§ **Source material**

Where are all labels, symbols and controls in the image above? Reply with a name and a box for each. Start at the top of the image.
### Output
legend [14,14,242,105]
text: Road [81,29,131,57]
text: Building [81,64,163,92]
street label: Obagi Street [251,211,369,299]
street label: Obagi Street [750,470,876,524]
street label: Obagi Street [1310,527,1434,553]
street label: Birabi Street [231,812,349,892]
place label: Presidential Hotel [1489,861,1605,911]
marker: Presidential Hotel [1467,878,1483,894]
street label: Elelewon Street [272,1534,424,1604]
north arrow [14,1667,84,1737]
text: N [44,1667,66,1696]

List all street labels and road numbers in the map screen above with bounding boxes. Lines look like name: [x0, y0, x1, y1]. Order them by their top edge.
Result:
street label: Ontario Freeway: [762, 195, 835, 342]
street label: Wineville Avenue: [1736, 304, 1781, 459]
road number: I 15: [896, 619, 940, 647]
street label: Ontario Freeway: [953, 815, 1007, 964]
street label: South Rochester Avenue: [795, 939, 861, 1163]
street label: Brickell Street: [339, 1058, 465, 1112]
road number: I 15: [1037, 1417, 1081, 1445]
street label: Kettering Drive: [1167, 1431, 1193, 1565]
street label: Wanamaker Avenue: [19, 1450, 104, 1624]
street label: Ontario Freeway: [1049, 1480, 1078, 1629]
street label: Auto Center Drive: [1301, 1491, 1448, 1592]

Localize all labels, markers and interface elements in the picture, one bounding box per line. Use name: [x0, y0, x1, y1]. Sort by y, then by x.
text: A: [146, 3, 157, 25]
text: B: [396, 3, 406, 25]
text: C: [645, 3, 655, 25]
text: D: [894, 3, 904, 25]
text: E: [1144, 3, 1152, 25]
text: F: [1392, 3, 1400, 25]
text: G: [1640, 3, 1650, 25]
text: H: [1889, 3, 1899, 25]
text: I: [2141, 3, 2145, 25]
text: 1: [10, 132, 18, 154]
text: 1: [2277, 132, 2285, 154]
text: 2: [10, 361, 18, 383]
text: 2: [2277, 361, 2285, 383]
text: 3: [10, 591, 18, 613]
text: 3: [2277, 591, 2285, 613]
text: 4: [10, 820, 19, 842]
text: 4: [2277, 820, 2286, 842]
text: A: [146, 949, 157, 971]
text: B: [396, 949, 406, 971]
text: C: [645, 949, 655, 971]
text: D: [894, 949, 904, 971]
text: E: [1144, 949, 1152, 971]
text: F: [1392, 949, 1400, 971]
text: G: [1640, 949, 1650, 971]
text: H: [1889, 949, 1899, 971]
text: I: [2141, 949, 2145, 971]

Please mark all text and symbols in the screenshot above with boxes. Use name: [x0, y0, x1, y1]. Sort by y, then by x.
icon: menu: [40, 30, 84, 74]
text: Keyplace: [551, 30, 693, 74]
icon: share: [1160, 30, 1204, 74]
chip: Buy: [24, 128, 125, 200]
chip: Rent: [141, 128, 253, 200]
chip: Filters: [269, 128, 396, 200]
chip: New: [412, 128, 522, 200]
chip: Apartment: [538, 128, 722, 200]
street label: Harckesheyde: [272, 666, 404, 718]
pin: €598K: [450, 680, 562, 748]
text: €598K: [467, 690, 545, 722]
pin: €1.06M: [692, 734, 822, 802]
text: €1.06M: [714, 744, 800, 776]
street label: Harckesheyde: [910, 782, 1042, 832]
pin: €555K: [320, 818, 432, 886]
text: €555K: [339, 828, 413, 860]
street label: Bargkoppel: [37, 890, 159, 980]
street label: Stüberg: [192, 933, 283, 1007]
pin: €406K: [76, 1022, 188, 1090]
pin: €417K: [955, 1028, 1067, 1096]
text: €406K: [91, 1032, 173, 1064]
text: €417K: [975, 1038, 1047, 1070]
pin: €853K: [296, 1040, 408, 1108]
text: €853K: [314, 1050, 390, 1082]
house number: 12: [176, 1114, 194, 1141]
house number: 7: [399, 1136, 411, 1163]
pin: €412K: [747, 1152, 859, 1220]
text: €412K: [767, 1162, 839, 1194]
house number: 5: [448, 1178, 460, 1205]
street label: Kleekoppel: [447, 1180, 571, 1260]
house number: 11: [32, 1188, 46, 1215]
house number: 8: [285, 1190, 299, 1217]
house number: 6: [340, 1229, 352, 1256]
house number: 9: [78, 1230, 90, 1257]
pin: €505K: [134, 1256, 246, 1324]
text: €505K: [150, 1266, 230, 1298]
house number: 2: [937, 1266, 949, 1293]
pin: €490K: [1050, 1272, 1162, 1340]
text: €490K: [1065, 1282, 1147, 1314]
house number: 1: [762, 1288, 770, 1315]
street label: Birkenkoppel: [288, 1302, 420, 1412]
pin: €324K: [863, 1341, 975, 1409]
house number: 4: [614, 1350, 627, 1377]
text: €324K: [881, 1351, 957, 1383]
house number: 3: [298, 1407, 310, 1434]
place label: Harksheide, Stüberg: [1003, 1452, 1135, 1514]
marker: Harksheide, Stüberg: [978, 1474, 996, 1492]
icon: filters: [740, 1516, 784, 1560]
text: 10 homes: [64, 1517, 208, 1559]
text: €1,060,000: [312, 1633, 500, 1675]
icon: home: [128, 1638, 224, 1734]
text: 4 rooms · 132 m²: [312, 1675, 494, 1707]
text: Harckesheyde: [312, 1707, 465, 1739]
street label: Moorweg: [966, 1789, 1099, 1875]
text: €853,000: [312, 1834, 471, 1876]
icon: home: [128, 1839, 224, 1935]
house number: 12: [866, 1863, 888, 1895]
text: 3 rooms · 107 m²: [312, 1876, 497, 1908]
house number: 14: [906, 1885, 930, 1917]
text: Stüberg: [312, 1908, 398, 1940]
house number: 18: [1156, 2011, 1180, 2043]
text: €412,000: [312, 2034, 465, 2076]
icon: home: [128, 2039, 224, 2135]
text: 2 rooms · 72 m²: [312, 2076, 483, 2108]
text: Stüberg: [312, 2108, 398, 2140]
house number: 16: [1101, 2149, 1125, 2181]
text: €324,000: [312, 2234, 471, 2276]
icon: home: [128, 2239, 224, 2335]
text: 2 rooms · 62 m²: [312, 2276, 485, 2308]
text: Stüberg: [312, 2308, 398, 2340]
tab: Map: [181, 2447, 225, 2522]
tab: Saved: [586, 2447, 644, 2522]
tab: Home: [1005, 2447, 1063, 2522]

§ **What needs to be done**
Search the entries for the word "Harksheide", then list each line that holds it.

§ **Response**
place label: Harksheide, Stüberg: [1003, 1452, 1135, 1514]
marker: Harksheide, Stüberg: [978, 1474, 996, 1492]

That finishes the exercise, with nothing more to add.